They both seemed to notice Liam at the same moment and turned to him smiling, as if the spat he’d just witnessed was absolutely nothing. Which, Liam understood, it was.
“Morning, Sheriff,” the two sisters said with one voice.
“Morning, ladies. Got a minute?”
“Going to arrest us?” Kim said, sounding as if that might be fun.
“Just a few questions to ask.”
“All ears,” Sarah said.
“Or mouth, in your case,” her sister said.
“About Big John,” Liam said, and the two women suddenly became serious.
“We miss him,” Kim said. “Miss him terribly.”
“Big John was a fine wilderness guide,” Liam said.
“The best. Always in demand. We had a waiting list.”
“Did he have an outing scheduled sometime around the Fourth?”
“Yes,” Sarah said. “A group of businessmen from Chicago. He was supposed to take them out that weekend, but a couple of days before the Fourth he came in and canceled. We gave the job to Ollie Grimson.”
“Did he say why he canceled?”
“No, but something was clearly troubling him.”
“Did you see him after that?” The sisters shook their heads and Liam said, “Nobody on the rez seems to have seen him either. Any idea where he might have gone?”
The women exchanged a knowing glance and Sarah said, “From the way he looked, all tied up in knots, we figured he was probably heading alone into the Boundary Waters. He always said there was no place so healing to him.”
“How would he have gone in?”
“The way most folks on the rez go in,” Sarah said. “Up Spider Creek to Moose Lake.”
“Spider Creek,” Liam said. “A stone’s throw from Lightning Strike.”
The name brought a dark cloud to the faces of both sisters. Kim said, “We heard that there was something going on between Big John and Mary Margaret MacDermid. We heard that Duncan MacDermid might have had something to do with Big John’s death. Is that true?”
“Where’d you hear it?”
“Around,” Kim said.
“Don’t believe everything you hear.”
“It’s interesting because MacDermid was in here just after Big John canceled out on those Chicago businessmen.”
“What did he want?”
“He was looking for Big John.”
“What did you tell him?”
“What we just told you. That we thought he was in the Boundary Waters. Then, just like you, he asked how Big John would’ve gone in.”
“And you told him?”
“No reason not to. Then, anyway.” Sarah leaned toward Liam in a manner that felt a little threatening. “Look, Sheriff, we don’t believe for an instant that Big John killed himself.
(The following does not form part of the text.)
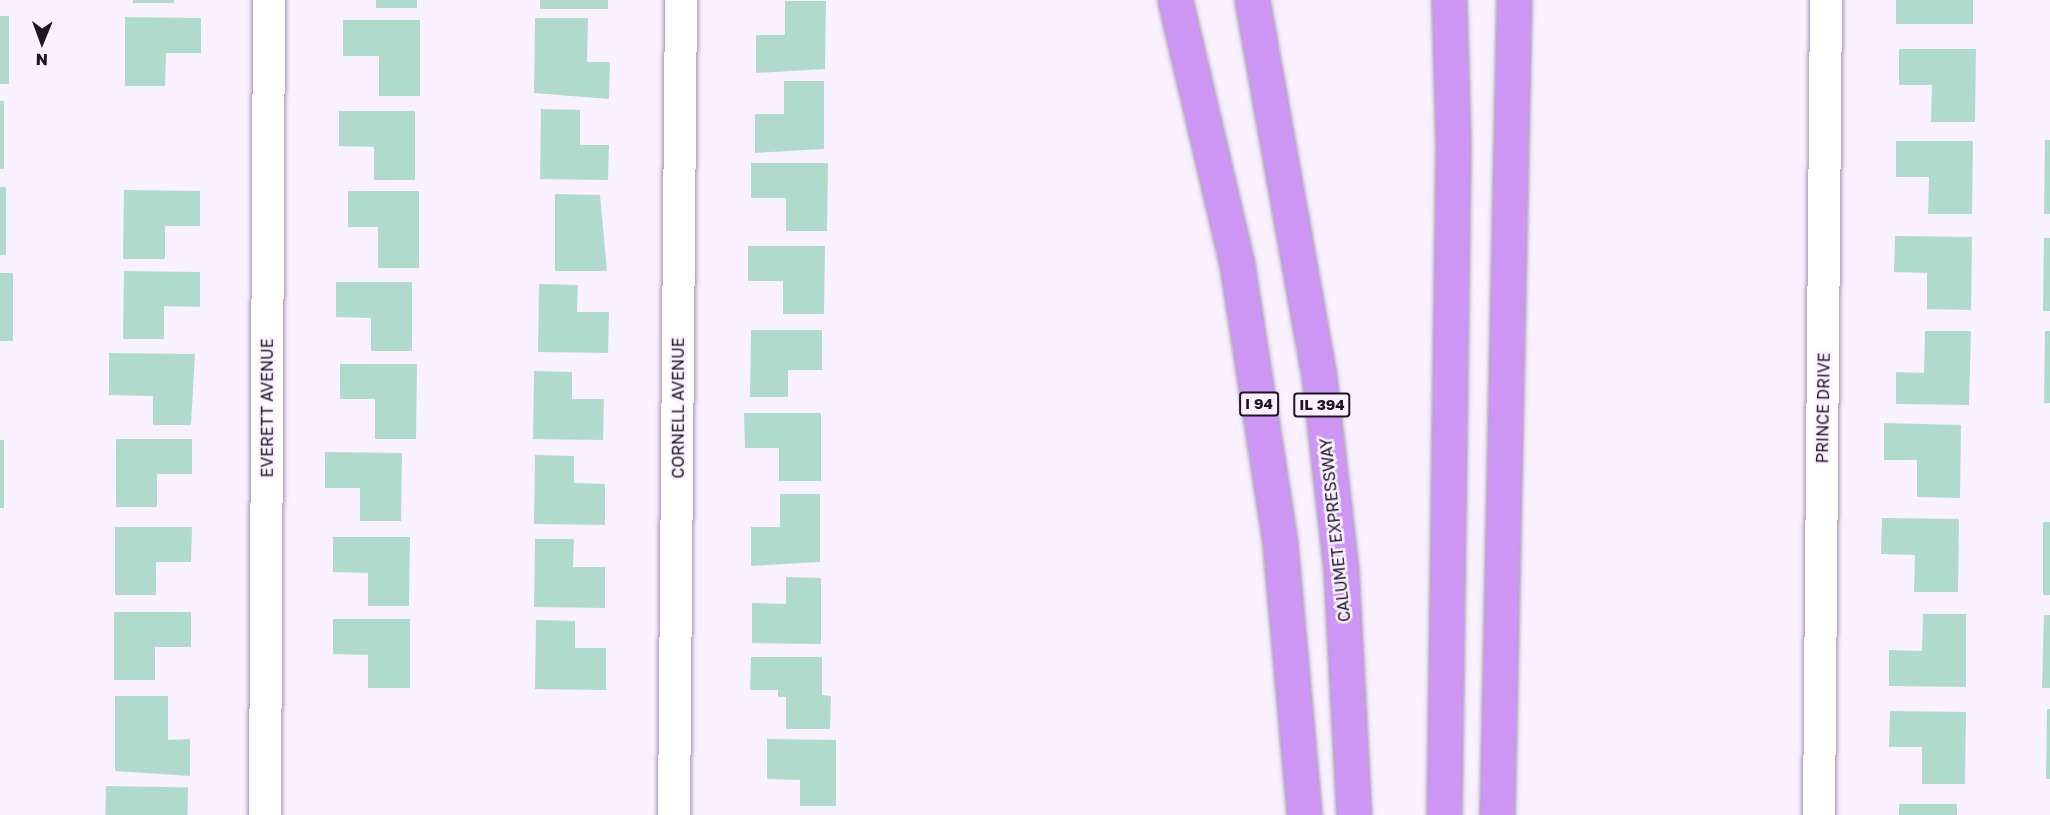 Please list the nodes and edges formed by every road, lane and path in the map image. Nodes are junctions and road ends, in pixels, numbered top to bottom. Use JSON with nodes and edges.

Did Duncan MacDermid have something to do with his death?”
Kim stepped close to her sister, and the two women became an imposing wall of outrage.
“In my experience,” Liam said, “rumors are like the plague. They spread quickly and they can kill. So I’d ask you both to be careful what you say. But I’ll promise you this: As soon as I know anything substantial, I’ll let everyone in this county know it, too.”
He made a move to leave, but the wall the Borealis sisters had created didn’t part immediately. They held their ground for a long moment before finally allowing Liam to pass.
CHAPTER 29
Though it was a normal summer day, nothing felt normal to Cork anymore. He shot hoops for a while with some other boys at the court behind Garfield Elementary, came home for lunch, tossed a ball with Jackson in the backyard, read some more from War of the Worlds, delivered newspapers with Jorge, after which they hit Sam’s Place for chocolate shakes. These were all things he would have done on any summer day, but that day they felt pointless and empty. Everywhere he went, he carried with him the deep, unshakable sense that there were important questions needing answers, and he was doing nothing about them.
Grandma Dilsey came to dinner that night. Cork could feel the tension around the table. There were so many things he wanted to ask, things he wanted to say, but his mother had instructed him—and Grandma Dilsey—not to talk about Big John or anything that had to do with his father’s investigation. So he listened as t
he women carried on a light conversation about the annual Aurora Blueberry Festival, which was only days away, speculating which of the princesses would be crowned Blueberry Queen, talking about past festivals and past queens. His father added almost nothing to the conversation, and when supper was over, said he had official business to attend to and left the house.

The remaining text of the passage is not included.